At the time of writing this, it’s the fall of my junior year in college. Five semesters down, three more to go (at least, that’s the hope). I’m over halfway to the “real world,” where I’ll spend the rest of my life… working. That thought looms over me, that something that has been part of my life since I was four– school– will be over soon, and that I’ll be more or less on my own from there on out. For some, the idea of finishing up schooling and doing something with all they’ve learned, making a change in the world, is exhilarating. We’re expected to know what we want our life to be like far too early. But what about those who don’t know, who can’t for the life of them make a decision, especially one so important as a career?

I’m a Women’s, Gender, and Sexuality Studies major, with a minor in Media Studies (which is within communication and journalism; not New Media, which it is commonly confused for). Every time I’m asked the standard, “So, what are you studying?”, I almost immediately know how that conversation will go: 

“Huh, what’s that?” Either genuine confusion or just not even attempting to process it.

“Oh, um, ok,” usually with disgust and/or disappointment. 

Or, the most common, “What are you going to do with it?”

I’m sure most of the people who respond with the latter don’t mean any harm with that question. Sure, some may be, because it is a field often looked down upon by others, seen as useless or stupid or some SJW bull (growing up in rural Maine, I’ve gotten that vibe more times than I can count). Others are genuinely curious– it’s not a prevalent major by far, and sometimes people have just never heard of it. To answer that question with a Liberal Arts field is to open up a Pandora’s Box of questions about what you want to do with your life once you graduate. Apparently majoring in something not business, education, or STEM related is abnormal to some.

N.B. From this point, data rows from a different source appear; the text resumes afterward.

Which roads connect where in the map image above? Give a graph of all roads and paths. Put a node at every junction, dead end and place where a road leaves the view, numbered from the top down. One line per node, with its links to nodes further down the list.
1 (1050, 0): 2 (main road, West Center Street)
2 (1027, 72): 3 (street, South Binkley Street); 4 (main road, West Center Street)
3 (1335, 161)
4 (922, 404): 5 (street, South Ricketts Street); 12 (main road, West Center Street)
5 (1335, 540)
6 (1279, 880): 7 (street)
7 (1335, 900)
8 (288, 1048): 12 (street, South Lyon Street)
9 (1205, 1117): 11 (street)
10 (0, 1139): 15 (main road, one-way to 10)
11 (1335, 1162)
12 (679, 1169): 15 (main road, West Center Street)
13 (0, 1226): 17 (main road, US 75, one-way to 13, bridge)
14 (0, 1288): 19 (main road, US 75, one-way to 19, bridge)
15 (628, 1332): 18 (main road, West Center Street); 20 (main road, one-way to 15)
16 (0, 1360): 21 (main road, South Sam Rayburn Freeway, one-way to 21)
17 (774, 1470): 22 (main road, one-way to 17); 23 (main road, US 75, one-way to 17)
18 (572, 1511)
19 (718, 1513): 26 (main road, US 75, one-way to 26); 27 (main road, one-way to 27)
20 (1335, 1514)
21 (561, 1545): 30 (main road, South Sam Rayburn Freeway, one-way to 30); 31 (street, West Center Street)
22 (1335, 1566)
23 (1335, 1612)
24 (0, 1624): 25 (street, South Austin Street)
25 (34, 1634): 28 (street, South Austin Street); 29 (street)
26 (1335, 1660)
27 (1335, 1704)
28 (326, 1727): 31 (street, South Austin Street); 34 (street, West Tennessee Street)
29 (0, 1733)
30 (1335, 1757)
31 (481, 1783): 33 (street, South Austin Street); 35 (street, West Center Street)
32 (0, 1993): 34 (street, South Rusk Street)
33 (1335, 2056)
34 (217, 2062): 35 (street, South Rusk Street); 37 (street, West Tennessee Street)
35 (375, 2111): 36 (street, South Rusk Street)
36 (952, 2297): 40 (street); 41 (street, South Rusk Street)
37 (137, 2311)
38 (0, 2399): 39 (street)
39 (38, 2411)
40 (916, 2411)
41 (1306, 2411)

I grew up with the expectation that I would attend higher education. College and university may not be the right fit for everyone, but access should not be based on privilege. I had, and still have, that privilege– white, middle class, able-bodied, had educational and extracurricular opportunities that others were not afforded. I don’t want to brag (I hate attention), but I was a good student, and teachers expected certain things from me. So, when I said I would be attending my state school to study Women’s, Gender, and Sexuality Studies, the discomfiture was palpable. Why didn’t I try to get into “better” schools? (They’re too costly, too far from home, I didn’t want that stress, state schools are not bad schools.) Why didn’t I want to go into engineering, mathematics, computer science, biology, chemistry, law, medicine? (Because I’m just not interested in those fields.)

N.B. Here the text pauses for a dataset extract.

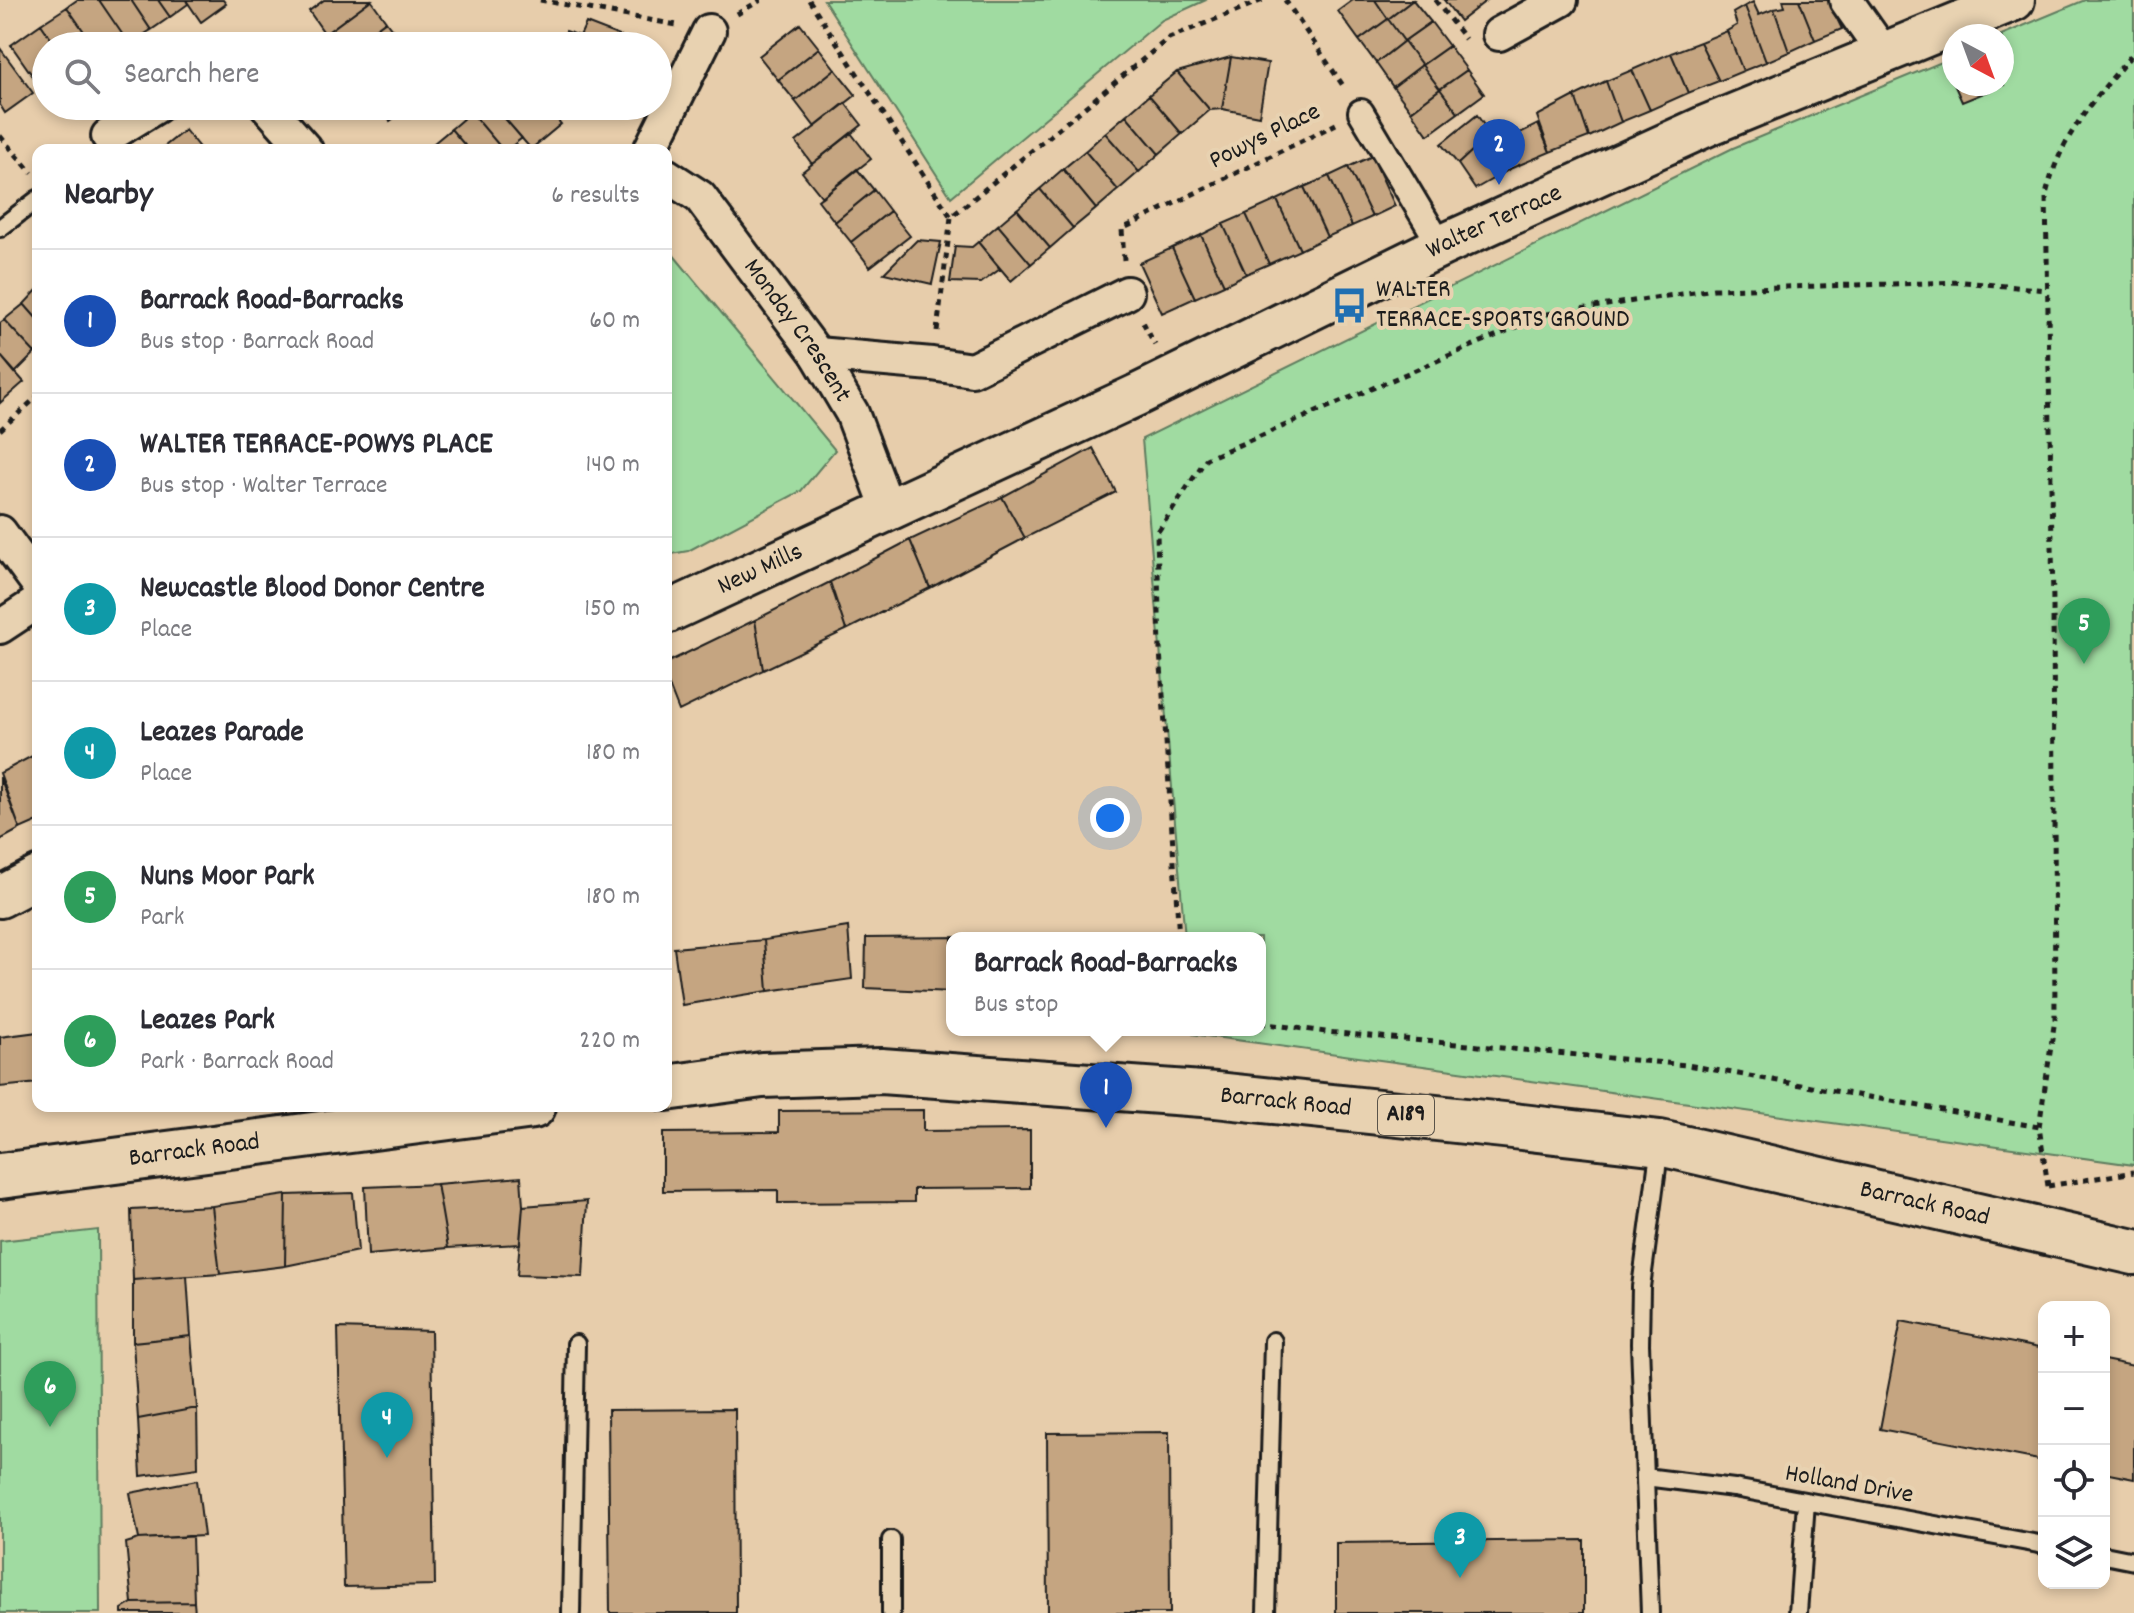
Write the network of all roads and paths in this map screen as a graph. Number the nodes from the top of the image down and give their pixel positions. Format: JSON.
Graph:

Why did I choose WGS? Because it interests me. Because the concepts that these courses focus on directly apply to and impact my life. Because I grew up confused, knowing I was different from those around me but too scared to find out why. I chose Women’s, Gender, and Sexuality Studies because I wanted to

WGS to me is liberating, it puts words and theories to experiences that I, and people like me around the world, have lived through. It creates a space where I know my identities will be accepted, even if I can’t put words to them all the time. These are not topics that I was taught growing up, and I have chosen this for myself. 

I know that others don’t have the liberty to feel the same: Some go on to higher education so they can find a good career path, something that can support them financially, even if they don’t enjoy it, because they need to. It’s how you get by in our messed-up, capitalist society. But I didn’t want that. I don’t want that. I didn’t want to be in a field of work that I despised, even if it paid well. There’s more to life than work, right? 

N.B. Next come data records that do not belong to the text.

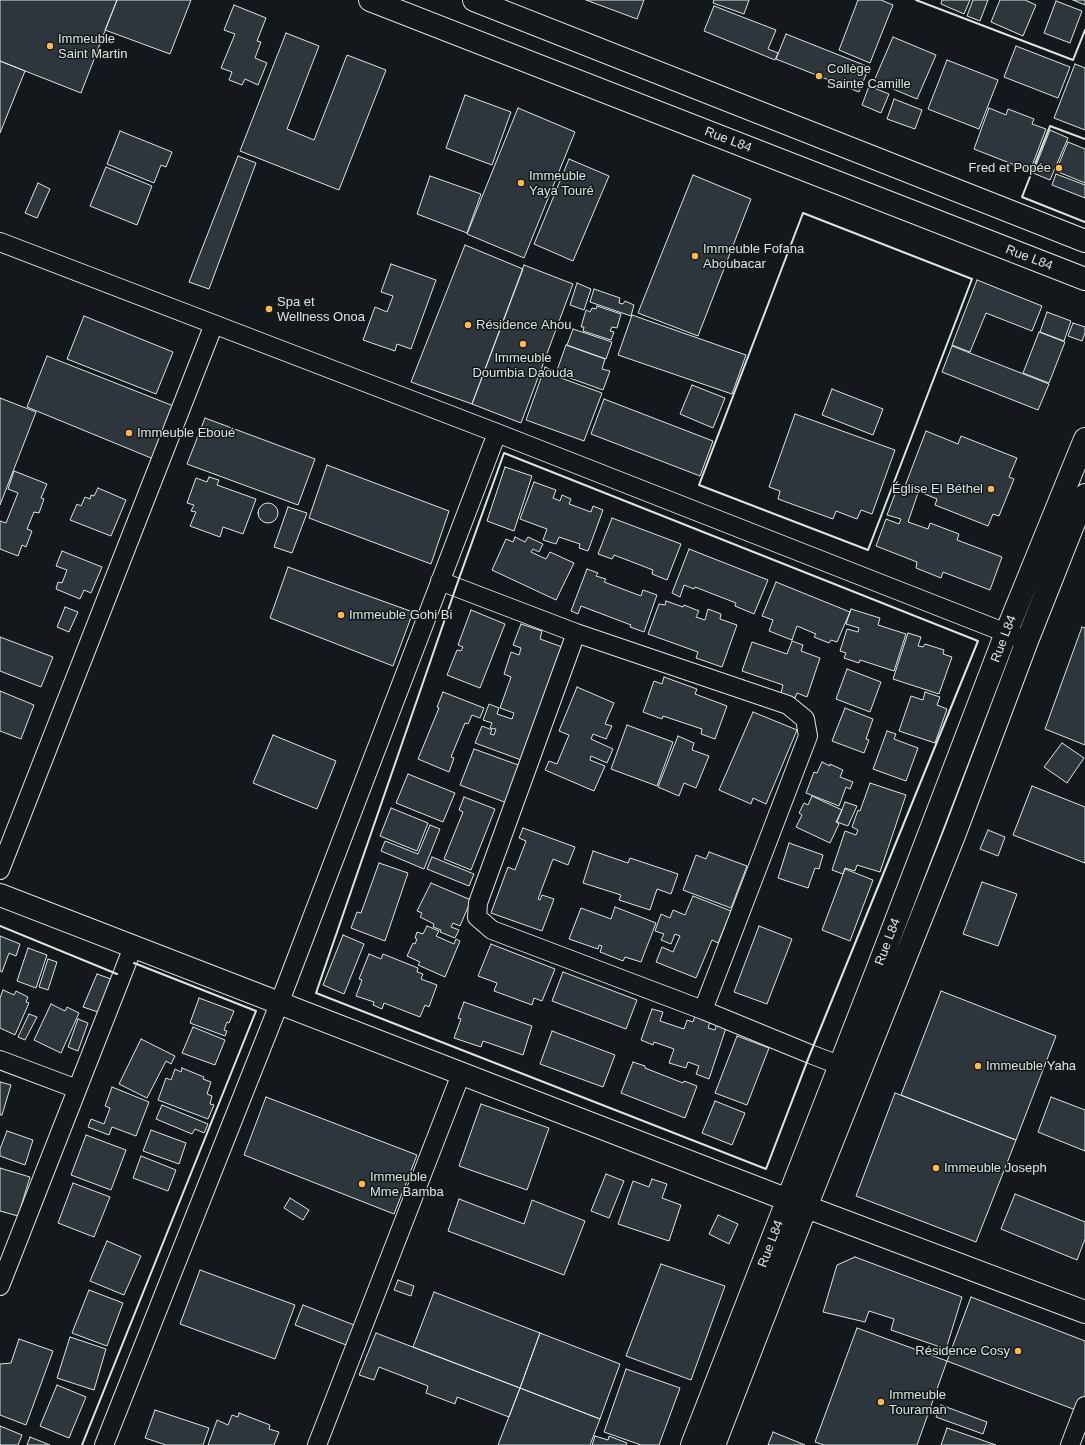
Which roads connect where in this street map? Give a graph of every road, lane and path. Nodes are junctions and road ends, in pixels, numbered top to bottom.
1 (370, 0) edge
2 (474, 0) edge
3 (1085, 241) edge
4 (0, 242) edge
5 (1085, 279) edge
6 (214, 324) junction
7 (497, 433) junction
8 (1085, 439) edge
9 (1085, 495) edge
10 (440, 581) junction
11 (576, 633) junction
12 (1006, 633) junction
13 (1027, 641) junction
14 (0, 870) edge
15 (0, 895) edge
16 (133, 947) junction
17 (279, 1004) junction
18 (703, 1010) junction
19 (0, 1060) edge
20 (840, 1066) junction
21 (860, 1072) junction
22 (461, 1074) junction
23 (77, 1089) junction
24 (797, 1204) junction
25 (0, 1286) edge
26 (1085, 1312) edge
27 (1085, 1406) edge
28 (104, 1445) edge
29 (317, 1445) edge
30 (692, 1445) edge
31 (714, 1445) edge
32 (1070, 1445) edge

1 - 5 street, Rue L84
2 - 3 street
4 - 6 street
6 - 7 street
6 - 14 street
7 - 10 street
7 - 12 street
8 - 12 street, Rue L84
9 - 13 street, Rue L84
10 - 11 street
10 - 17 street
11 - 18 street
11 - 18 street
12 - 13 street
12 - 20 street, Rue L84
13 - 21 street, Rue L84
15 - 16 street
16 - 17 street
16 - 23 street
17 - 22 street
17 - 28 street
18 - 20 street
19 - 23 street
20 - 21 street
20 - 24 street, Rue L84
21 - 24 street, Rue L84
22 - 24 street
22 - 29 street
23 - 25 street
24 - 26 street
24 - 30 street, Rue L84
24 - 31 street, Rue L84
27 - 32 street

Do I know what I’ll do once I graduate? I won’t lie to you and say yes. I haven’t the faintest idea what I want to do with my life, and at times it’s incredibly nerve racking. But why should I be expected to have my life all planned out at the age of 21? I didn’t go into WGS expecting to get a massive payout at the end: I went into it because I knew I would enjoy it, that I would spend my 4 years here studying a topic I genuinely love and am interested in. 

So, what am I going to do with it? I don’t know. And isn’t that beautiful? To have all those possibilities ahead of me?